### EXERCISE REQUIREMENTS
Tally the lines containing "street" in this data. Respond with the tally alone.

### MATERIALS PROVIDED
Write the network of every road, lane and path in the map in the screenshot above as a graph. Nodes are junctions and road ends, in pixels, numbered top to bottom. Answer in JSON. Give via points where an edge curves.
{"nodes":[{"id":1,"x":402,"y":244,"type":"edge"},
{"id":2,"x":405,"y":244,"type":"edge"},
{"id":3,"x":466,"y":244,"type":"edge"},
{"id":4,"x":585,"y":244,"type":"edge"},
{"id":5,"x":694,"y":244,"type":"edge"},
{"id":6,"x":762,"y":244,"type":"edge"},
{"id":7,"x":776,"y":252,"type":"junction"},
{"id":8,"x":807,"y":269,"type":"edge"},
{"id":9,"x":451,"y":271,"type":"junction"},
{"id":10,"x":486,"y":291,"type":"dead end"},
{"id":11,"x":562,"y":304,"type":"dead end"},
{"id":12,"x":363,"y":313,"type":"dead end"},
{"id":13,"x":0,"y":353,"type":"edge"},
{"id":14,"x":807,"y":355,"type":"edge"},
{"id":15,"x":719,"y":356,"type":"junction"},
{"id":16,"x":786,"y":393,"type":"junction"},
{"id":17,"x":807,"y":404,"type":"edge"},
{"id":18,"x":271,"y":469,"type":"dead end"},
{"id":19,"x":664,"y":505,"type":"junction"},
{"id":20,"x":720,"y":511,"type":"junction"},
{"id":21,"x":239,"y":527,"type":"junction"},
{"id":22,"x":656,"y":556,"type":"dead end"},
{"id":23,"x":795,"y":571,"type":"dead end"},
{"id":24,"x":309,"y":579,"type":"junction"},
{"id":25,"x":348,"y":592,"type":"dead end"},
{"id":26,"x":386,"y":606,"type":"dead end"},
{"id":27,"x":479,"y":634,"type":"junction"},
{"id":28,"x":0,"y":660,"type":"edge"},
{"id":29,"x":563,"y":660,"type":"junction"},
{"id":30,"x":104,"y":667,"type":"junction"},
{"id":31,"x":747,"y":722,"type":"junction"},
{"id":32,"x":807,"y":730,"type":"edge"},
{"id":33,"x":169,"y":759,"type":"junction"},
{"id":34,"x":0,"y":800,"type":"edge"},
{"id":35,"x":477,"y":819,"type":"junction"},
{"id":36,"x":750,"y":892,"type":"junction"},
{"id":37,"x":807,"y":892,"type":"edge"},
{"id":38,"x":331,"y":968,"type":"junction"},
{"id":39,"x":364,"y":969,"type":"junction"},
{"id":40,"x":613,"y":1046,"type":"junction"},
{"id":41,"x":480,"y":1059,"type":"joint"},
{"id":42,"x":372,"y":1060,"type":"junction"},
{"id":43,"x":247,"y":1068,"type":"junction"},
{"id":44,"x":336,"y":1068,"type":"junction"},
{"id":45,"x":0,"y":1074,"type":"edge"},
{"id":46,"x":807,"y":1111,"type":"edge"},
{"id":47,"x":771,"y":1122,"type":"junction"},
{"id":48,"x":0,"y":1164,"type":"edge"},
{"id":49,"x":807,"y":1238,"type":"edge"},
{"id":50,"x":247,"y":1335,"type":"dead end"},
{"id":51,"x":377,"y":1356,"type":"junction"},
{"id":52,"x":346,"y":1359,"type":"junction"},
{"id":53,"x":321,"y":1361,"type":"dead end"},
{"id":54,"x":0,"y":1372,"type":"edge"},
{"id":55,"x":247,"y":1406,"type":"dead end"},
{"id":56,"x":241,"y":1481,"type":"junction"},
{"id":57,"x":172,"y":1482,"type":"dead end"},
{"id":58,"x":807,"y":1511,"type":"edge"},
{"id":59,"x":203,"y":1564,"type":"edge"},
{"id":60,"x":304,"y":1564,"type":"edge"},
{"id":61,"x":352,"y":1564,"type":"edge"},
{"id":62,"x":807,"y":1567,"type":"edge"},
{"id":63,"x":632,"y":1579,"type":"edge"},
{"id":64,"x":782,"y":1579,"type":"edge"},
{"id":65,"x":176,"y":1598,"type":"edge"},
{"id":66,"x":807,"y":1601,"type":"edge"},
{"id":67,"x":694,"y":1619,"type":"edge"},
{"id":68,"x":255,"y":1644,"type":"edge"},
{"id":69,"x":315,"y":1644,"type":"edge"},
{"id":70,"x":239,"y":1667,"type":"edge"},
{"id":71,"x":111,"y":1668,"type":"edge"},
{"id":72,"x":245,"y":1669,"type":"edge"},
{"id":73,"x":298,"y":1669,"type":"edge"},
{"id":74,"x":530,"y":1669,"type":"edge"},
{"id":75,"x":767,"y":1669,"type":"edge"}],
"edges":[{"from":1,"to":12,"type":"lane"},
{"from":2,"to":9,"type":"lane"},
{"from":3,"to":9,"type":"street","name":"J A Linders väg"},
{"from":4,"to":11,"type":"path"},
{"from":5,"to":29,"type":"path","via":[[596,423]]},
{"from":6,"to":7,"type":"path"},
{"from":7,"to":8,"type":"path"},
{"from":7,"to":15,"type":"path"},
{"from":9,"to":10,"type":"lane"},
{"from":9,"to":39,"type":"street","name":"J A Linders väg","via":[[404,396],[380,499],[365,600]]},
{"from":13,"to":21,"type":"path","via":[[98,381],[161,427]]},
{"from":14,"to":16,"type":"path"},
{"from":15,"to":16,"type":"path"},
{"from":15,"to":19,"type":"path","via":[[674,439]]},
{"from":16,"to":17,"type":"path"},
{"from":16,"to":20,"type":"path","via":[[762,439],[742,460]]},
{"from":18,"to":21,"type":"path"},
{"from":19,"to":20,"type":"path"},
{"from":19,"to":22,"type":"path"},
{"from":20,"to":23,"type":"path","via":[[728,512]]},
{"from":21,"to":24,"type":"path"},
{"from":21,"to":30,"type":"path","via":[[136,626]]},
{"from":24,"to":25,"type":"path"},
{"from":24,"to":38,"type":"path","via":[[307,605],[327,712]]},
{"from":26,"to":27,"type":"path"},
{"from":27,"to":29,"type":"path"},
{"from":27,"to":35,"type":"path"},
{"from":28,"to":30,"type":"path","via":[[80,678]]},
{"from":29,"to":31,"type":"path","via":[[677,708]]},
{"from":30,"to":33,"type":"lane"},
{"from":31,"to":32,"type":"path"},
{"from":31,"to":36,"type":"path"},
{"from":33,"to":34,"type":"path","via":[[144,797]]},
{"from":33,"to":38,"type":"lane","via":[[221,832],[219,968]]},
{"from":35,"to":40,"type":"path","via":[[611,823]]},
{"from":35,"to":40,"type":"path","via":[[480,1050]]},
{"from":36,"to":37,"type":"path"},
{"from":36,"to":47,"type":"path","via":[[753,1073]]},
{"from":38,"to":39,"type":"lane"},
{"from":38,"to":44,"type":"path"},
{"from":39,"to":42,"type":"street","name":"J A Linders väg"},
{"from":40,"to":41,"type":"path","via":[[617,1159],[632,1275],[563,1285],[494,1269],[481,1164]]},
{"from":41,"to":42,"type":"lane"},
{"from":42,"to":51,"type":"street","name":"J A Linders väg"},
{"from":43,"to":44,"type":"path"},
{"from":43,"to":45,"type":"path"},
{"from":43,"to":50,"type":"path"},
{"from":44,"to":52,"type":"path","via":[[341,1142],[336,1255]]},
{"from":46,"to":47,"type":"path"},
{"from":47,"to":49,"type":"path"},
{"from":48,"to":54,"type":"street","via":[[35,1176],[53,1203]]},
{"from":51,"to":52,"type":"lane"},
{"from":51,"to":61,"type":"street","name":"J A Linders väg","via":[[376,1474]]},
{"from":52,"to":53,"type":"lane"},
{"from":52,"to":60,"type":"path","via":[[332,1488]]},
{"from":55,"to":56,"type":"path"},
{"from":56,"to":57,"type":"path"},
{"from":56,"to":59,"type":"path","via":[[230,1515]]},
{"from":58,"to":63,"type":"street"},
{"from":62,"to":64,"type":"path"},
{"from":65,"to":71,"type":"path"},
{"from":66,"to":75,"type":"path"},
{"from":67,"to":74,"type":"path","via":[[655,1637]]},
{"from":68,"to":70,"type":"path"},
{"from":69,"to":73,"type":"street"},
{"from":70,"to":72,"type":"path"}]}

### SOLUTION TO THIS TASK
8